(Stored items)

□ □ □ □ □ □ □

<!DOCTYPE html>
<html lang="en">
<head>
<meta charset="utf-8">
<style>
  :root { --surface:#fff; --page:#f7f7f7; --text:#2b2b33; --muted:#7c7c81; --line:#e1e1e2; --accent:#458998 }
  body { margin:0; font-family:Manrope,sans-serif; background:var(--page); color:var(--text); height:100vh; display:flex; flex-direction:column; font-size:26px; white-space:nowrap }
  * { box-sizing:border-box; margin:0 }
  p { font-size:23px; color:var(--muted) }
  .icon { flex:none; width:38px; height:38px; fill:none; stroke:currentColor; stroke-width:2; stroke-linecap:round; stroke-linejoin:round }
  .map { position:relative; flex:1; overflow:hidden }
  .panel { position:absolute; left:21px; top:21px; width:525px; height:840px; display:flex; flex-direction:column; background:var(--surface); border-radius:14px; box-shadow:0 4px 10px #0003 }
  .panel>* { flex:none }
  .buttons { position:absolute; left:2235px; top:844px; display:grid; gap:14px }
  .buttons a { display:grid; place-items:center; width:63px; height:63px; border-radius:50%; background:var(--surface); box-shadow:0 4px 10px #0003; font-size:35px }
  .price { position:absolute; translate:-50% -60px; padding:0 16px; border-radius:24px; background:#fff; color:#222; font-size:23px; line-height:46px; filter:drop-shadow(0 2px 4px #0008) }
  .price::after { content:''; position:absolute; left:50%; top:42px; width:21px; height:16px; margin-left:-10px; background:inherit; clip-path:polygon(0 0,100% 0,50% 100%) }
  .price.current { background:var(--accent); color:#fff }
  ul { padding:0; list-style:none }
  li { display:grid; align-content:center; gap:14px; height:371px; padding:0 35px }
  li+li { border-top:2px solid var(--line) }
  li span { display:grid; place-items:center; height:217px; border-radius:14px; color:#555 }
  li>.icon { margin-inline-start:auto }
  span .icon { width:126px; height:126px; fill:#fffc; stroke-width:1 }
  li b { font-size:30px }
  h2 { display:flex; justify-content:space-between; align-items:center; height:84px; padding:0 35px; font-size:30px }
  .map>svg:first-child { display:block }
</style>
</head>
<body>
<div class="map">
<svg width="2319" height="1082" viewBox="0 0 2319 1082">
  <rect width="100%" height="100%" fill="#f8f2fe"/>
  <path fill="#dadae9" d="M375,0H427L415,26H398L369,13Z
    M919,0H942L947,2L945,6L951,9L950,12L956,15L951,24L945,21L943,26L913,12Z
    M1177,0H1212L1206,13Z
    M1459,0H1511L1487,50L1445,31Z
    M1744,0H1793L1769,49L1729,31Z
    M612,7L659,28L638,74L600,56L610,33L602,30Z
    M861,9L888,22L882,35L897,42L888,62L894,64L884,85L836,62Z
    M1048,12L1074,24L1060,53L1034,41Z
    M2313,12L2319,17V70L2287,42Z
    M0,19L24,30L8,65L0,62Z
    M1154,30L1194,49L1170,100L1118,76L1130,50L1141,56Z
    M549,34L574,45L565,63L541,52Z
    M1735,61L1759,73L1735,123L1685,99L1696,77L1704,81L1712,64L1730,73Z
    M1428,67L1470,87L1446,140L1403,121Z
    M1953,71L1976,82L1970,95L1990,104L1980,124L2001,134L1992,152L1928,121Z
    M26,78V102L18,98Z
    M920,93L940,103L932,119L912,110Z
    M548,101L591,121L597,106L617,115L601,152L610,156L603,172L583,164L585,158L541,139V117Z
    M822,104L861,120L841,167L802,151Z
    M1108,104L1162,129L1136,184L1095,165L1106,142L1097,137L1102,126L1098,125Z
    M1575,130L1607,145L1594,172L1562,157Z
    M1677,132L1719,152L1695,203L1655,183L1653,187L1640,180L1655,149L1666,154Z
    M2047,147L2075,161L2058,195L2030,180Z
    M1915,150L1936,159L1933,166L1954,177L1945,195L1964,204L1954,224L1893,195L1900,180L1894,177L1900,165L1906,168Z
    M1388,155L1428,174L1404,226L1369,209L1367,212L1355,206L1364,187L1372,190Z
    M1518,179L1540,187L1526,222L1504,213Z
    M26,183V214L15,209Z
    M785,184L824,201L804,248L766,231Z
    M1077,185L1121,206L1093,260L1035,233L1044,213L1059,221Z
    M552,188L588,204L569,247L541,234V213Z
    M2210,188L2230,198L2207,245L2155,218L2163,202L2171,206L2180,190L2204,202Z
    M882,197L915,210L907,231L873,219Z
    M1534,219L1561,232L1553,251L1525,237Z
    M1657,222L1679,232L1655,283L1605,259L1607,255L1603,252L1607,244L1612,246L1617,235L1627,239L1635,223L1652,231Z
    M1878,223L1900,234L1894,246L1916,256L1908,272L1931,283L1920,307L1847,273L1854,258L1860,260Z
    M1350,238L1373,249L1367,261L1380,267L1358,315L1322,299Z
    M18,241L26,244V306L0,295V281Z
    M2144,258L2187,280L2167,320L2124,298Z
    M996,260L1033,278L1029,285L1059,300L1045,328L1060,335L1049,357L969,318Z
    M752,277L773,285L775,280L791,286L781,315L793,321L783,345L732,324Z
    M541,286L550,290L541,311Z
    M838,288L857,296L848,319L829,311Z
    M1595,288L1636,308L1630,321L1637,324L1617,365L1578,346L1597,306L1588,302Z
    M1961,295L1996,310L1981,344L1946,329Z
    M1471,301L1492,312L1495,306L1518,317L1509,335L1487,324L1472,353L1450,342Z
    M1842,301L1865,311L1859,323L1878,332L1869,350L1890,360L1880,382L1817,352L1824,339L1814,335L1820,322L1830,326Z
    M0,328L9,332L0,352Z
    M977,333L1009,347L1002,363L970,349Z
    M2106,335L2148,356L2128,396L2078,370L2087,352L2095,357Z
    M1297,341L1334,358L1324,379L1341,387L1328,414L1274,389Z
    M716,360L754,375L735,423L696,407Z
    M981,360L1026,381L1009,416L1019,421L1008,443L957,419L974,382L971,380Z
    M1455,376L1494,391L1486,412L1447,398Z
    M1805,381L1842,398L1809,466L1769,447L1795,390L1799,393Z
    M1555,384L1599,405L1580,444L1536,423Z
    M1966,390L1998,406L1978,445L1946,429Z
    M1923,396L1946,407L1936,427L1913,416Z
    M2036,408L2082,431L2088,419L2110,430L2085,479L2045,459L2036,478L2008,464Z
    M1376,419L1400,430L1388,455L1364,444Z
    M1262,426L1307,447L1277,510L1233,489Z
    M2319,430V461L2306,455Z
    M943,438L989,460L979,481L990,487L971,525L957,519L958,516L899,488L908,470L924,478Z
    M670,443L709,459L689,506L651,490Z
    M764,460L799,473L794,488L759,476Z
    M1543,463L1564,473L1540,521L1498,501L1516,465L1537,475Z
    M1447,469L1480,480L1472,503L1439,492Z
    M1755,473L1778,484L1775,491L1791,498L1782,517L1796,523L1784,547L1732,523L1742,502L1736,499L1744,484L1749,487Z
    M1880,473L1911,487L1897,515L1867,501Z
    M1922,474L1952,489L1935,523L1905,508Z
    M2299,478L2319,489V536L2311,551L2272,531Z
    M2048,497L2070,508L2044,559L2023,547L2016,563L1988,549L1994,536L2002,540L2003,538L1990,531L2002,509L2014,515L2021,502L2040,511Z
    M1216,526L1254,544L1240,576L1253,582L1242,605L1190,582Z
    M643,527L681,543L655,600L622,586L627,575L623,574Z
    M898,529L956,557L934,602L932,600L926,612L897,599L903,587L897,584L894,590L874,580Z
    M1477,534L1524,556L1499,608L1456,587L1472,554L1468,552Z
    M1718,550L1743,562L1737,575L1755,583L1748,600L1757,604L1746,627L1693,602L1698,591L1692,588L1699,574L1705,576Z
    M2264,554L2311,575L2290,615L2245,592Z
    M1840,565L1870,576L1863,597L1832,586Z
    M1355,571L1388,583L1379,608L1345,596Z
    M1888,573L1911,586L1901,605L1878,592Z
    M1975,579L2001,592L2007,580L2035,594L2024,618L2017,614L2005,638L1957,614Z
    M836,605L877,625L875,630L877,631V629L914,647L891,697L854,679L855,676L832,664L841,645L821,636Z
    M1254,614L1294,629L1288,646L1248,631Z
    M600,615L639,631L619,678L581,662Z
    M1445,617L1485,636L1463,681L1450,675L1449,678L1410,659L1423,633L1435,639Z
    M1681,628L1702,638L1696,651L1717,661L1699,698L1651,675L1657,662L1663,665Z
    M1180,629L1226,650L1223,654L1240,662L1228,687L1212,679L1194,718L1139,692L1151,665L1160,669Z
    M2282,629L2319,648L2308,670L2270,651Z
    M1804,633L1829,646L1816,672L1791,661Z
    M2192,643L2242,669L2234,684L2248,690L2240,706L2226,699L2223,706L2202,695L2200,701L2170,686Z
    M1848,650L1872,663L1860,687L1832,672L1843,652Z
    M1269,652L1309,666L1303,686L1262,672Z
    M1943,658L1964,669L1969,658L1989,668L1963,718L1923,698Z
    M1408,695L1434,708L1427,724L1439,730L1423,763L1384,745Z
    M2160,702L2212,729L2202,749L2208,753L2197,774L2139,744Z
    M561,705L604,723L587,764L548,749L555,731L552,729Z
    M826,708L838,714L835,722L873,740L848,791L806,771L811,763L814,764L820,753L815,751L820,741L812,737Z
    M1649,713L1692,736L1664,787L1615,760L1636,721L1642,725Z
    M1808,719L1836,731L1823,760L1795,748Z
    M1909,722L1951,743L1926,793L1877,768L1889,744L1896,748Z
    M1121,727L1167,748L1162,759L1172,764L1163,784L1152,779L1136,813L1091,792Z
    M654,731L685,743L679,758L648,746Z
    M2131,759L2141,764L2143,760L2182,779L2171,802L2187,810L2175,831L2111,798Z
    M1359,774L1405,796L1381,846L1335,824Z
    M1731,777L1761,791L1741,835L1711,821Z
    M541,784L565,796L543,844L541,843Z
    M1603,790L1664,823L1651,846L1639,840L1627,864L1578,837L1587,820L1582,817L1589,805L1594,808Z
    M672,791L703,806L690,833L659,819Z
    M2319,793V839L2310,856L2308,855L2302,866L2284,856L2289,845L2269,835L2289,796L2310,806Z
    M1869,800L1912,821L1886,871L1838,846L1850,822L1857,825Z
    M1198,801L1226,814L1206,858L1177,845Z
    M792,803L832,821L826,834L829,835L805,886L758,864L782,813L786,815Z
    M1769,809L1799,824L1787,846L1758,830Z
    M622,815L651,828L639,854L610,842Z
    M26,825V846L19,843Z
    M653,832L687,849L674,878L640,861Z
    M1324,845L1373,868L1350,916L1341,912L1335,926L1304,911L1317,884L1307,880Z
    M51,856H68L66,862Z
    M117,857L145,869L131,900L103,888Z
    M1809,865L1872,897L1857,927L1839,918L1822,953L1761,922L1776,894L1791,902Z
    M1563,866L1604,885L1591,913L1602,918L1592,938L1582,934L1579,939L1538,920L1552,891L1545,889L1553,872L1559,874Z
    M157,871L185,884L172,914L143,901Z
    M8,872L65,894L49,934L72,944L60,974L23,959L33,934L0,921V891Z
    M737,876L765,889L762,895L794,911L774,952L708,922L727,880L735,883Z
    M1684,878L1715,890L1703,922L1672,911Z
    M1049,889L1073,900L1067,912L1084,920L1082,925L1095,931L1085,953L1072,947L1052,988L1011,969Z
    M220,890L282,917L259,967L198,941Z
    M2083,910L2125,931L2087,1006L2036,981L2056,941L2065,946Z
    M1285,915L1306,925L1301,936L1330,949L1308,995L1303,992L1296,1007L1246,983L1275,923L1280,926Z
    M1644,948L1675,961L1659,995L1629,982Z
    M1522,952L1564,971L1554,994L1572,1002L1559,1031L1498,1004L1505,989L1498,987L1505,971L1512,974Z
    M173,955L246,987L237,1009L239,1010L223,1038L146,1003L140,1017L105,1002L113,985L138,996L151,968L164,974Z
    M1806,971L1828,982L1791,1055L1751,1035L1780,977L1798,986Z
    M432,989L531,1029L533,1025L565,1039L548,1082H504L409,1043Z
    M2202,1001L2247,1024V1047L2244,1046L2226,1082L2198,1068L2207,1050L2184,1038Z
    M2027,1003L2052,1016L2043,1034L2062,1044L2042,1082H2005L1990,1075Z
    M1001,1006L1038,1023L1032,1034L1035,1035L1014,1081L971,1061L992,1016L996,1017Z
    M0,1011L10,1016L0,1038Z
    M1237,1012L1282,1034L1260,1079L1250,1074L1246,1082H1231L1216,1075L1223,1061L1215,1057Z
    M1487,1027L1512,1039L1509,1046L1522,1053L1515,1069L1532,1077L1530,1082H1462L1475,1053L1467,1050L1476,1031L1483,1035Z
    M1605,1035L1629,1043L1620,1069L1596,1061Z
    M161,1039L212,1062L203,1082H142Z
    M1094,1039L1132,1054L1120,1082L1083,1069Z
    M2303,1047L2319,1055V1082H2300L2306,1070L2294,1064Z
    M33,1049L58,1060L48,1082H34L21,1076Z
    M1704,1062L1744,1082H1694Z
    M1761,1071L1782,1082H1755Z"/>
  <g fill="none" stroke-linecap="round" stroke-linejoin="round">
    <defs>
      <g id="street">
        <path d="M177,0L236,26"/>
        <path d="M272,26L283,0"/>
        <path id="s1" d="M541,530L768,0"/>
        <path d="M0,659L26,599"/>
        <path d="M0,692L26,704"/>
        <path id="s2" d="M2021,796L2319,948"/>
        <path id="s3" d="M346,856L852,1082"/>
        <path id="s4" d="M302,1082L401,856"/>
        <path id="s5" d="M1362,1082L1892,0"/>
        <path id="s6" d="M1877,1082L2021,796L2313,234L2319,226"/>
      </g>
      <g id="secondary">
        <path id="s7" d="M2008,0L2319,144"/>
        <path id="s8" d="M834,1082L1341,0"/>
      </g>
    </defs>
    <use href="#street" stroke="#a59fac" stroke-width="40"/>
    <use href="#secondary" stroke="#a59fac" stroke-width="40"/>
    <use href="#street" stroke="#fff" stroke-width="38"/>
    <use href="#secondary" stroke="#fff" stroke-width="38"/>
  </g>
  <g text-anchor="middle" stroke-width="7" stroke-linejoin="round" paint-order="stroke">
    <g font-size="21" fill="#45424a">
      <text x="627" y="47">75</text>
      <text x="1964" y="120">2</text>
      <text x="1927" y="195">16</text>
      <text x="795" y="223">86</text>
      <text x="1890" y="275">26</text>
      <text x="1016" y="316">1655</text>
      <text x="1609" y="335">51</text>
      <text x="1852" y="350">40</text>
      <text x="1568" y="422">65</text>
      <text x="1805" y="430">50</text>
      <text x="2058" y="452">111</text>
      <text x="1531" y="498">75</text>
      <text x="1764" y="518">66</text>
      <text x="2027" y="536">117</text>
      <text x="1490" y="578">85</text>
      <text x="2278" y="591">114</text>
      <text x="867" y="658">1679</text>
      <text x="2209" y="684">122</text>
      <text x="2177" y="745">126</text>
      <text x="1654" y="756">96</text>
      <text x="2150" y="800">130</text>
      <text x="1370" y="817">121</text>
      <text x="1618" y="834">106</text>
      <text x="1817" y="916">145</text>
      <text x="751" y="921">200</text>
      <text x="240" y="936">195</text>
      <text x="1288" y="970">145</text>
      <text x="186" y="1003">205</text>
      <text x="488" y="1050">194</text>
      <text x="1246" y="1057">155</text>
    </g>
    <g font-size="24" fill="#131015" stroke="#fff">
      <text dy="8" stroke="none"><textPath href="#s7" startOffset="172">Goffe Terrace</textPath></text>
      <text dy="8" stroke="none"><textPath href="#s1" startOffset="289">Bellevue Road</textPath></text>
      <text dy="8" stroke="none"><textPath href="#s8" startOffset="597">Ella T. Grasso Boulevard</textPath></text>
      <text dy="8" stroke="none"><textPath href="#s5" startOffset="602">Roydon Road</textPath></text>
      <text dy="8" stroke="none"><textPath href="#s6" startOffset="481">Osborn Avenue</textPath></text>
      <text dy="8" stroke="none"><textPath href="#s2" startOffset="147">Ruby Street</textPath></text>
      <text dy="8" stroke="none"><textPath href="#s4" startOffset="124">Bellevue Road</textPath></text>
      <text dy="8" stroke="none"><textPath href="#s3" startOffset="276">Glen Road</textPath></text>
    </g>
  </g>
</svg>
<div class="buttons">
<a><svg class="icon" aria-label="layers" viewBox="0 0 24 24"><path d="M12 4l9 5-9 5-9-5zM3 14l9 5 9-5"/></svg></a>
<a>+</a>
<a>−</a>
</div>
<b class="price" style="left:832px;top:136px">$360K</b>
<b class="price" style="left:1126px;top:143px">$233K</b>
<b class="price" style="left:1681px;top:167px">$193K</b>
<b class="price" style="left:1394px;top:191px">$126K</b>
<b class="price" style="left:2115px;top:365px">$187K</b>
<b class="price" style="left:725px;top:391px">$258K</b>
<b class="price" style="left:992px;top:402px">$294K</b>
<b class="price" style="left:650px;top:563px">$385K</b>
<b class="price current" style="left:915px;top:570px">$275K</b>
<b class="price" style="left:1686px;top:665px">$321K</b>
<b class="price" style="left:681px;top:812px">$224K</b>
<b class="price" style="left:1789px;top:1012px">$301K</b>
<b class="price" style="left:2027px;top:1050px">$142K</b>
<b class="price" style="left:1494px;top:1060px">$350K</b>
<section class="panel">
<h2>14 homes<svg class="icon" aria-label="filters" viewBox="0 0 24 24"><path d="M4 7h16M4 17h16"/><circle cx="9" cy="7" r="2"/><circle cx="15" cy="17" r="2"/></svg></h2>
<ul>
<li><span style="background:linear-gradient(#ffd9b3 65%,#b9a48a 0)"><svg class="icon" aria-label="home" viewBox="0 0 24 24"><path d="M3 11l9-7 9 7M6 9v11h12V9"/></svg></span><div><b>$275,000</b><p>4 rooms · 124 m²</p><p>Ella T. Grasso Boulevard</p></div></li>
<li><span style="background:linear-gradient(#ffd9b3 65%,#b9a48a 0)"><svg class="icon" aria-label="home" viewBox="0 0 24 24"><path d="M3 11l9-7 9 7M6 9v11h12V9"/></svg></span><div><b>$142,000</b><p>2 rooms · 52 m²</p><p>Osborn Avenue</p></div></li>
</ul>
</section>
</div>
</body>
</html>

□ □ □ □ □ □ □

TASK STATEMENT:
Using the data above, copy each line that contains "column".

RESULT:
  body { margin:0; font-family:Manrope,sans-serif; background:var(--page); color:var(--text); height:100vh; display:flex; flex-direction:column; font-size:26px; white-space:nowrap }
  .panel { position:absolute; left:21px; top:21px; width:525px; height:840px; display:flex; flex-direction:column; background:var(--surface); border-radius:14px; box-shadow:0 4px 10px #0003 }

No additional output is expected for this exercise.